Fun with Words
Oh, it's been a fun day in the newsy world! First and foremost, I got a rather laudatory mention in Travis' Travels this week. For those too lazy to click on the link, I will provide the text itself:
Alaina
Jarcy's Motel, Dean's Diner, Penn's Cave, Nittany Mall, Insect Fair, Bellefonte, Ebensburg, Late Night, New York
Alaina and I met in 11th grade over a plate of General Tso's chicken at LuLu's Noodles in Oakland. We were just friends until the first week of Travis' Travels, when I somehow wooed her by taking her to a creepy motel and a duck pond.
Without Alaina, Travis' Travels wouldn't have happened. She came up with the idea or dragged me along with her to go to a bunch of these places.
No offense to these other chumps, but Alaina really is the best traveling companion there is. She's smart. She's funny. She takes damn good photos. She's a snappy dresser, and she's cute.
Plus she's a pretty decent bassist at Rock Band.
Nothing but truth there, I can tell you. I am rather cute.
Nextly, I read Venues which was rather Travis-centric. Kevin Doran wrote his column as one big Travis compliment and Travis himself had a column about the sublime joys of Sonic and the cruel tragedy of not having one within a bajillion miles of here. I assume some people are still too lazy to click on the link, so here's how his column began:
October 2001: America starts bombing Afghanistan; Apple launches the iPod; and Sonic, a chain of drive-in restaurants, launches its first national ad campaign.
Since then, we've won the war on terror and the iPod has proven itself a passing fad -- but Sonic's commercial onslaught continues.
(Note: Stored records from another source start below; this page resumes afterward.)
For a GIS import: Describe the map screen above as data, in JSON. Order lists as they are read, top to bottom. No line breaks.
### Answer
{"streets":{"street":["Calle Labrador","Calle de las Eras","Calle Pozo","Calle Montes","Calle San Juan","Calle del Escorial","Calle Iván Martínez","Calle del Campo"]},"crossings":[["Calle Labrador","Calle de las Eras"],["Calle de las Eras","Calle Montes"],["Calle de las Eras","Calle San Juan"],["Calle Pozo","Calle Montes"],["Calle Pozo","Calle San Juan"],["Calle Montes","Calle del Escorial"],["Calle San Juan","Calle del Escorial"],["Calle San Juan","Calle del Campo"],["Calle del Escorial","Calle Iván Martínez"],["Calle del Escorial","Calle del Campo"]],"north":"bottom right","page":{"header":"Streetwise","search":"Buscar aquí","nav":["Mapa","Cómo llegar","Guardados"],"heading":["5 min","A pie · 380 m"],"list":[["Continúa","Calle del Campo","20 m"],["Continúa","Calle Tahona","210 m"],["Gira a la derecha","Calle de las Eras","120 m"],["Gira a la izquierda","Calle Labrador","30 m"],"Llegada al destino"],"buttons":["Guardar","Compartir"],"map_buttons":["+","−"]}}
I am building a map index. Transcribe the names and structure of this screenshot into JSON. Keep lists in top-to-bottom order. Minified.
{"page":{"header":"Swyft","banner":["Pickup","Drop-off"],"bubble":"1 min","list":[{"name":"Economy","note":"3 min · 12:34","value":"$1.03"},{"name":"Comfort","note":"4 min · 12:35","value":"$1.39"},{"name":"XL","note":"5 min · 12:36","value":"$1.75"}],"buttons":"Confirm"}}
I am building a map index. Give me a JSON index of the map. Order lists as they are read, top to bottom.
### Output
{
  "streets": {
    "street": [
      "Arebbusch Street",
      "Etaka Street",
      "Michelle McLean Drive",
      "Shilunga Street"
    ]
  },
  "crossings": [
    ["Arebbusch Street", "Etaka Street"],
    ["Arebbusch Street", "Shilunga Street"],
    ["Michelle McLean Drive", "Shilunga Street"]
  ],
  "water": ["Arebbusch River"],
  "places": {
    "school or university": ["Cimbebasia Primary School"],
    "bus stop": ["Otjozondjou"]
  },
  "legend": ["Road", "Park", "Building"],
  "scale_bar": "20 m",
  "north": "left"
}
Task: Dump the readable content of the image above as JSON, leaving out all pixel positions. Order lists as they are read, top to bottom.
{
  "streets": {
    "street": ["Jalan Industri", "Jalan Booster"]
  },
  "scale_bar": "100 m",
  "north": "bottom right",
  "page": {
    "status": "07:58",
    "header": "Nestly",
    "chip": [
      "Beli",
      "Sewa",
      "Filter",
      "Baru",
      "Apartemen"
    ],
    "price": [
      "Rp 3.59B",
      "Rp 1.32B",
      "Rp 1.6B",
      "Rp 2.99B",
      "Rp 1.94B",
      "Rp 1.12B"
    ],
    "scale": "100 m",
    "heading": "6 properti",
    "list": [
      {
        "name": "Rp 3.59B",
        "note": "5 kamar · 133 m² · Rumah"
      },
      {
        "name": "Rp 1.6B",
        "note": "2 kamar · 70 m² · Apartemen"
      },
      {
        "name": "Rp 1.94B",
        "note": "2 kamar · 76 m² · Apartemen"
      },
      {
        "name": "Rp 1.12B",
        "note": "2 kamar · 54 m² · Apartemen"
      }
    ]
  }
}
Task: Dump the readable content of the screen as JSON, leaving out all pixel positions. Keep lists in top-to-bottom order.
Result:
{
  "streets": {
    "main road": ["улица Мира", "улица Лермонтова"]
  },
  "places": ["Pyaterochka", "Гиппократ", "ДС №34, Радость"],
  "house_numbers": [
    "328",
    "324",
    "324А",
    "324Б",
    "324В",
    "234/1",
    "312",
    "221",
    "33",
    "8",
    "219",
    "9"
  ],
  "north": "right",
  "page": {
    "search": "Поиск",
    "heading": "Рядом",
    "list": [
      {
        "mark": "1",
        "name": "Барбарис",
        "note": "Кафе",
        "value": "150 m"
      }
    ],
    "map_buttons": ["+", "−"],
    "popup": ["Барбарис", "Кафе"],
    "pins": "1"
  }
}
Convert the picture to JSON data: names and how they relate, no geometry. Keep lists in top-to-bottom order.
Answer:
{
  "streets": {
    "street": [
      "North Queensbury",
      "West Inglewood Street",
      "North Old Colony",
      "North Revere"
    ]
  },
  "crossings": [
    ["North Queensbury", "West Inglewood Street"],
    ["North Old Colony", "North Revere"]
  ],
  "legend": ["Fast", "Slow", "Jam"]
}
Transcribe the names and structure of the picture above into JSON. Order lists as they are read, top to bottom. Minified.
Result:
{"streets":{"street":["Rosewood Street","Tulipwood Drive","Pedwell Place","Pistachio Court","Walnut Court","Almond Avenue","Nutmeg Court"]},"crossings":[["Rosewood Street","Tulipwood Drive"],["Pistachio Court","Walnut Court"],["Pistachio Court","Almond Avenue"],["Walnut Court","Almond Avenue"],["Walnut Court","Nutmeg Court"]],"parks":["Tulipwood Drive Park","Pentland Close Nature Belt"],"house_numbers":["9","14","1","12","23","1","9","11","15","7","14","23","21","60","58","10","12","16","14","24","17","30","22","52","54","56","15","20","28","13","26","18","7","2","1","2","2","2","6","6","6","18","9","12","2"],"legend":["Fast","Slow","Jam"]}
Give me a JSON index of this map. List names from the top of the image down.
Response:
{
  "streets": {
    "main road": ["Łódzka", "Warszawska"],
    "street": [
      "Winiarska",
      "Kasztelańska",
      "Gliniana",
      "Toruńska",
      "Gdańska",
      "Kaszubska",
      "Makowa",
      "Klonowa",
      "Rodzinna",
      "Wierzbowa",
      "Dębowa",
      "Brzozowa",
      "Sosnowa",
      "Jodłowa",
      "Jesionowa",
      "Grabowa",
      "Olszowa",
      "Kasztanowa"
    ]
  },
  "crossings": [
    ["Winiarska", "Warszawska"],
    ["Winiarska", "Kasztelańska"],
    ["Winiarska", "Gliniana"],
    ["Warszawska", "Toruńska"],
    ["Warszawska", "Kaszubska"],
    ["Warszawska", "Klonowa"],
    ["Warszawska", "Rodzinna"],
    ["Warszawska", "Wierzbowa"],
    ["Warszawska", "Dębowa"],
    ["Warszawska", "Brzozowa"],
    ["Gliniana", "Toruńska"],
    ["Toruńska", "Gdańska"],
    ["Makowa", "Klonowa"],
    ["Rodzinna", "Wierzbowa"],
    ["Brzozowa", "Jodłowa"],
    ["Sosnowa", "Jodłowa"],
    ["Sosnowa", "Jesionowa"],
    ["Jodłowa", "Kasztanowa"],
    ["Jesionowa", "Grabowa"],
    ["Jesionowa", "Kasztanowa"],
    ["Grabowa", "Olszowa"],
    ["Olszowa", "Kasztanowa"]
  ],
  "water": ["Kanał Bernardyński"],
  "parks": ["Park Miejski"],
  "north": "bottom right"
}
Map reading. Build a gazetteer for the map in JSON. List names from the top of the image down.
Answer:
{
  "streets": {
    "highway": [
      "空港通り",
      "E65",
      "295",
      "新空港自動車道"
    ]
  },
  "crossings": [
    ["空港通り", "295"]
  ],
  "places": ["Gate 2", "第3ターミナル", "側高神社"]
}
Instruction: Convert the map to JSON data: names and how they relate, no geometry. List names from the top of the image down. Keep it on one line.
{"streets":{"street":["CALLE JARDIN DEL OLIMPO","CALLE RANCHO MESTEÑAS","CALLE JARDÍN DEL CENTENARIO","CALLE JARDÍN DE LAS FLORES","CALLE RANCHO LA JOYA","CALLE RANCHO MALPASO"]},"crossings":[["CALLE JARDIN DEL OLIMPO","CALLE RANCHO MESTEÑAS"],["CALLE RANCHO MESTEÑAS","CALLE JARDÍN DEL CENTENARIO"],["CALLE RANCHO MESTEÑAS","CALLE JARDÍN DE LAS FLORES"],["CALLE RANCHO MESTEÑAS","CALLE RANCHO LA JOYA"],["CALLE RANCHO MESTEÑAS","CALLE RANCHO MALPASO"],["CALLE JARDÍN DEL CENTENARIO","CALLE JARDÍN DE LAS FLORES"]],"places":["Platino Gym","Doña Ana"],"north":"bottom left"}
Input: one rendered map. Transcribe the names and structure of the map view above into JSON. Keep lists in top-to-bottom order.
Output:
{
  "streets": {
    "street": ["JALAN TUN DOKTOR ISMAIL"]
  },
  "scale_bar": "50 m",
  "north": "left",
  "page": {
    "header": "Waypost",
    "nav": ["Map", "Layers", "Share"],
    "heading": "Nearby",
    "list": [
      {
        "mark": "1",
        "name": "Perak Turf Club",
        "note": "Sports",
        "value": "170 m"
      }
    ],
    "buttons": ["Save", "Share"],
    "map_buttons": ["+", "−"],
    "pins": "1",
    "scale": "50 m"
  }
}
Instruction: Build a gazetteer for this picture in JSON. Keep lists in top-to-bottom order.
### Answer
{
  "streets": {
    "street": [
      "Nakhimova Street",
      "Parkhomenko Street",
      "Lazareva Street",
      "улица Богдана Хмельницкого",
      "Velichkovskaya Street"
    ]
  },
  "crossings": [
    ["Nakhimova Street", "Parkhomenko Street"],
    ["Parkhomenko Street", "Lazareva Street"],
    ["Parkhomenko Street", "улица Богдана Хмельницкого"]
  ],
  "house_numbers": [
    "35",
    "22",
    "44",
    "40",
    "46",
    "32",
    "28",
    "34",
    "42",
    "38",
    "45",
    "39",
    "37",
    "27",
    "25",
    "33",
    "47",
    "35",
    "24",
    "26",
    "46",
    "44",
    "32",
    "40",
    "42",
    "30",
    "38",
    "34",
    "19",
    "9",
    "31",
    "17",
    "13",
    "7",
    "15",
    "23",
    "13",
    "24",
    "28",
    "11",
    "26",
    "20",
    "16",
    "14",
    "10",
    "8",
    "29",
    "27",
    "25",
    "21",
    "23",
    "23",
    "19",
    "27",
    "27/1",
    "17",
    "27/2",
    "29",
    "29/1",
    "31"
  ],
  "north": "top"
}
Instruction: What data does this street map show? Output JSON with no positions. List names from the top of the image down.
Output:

Hee. Not the most cloaked sarcasm in the world. However, there are some poor souls who didn't really understand this. Case in point: an email that he just received from a dedicated reader.
You're an IDIOT!
Referring to your juvenile article on Sonic restaurants:
1. Not only is the iPod an ongoing sales phenomenon for Apple. with
over 100 million sold as of April this year but...
2. We have not won the war on terror.
I see you are a "senior" majoring in Journalism. Were you ASLEEP for
the 1st three years of study!
You don't spend 20 seconds checking your "Facts" and you type any old
crap to make a story. Yep, you'll make an excellent American
journalist. Take a number you moron.
The following gchat between us:
me: ohthat's harshTravis: I'm writing him back and thanking him for pointing out the sarcastic parts of my columnme: he's not really clever, is he?
Hello! It is always a pleasure to hear from readers.
Thank you for pointing out two of the sarcastic parts of my column. I'm glad that you noticed them and understood the sarcasm like every single other person in the world who read my column did.
I'm also flattered that you think I'll make an excellent journalist. Thank you for wishing me all the best in my future endeavors.
Have a great holiday season!
Burrrrrrrrn. Fighting literalism with sarcasm. Not sure it's going to work.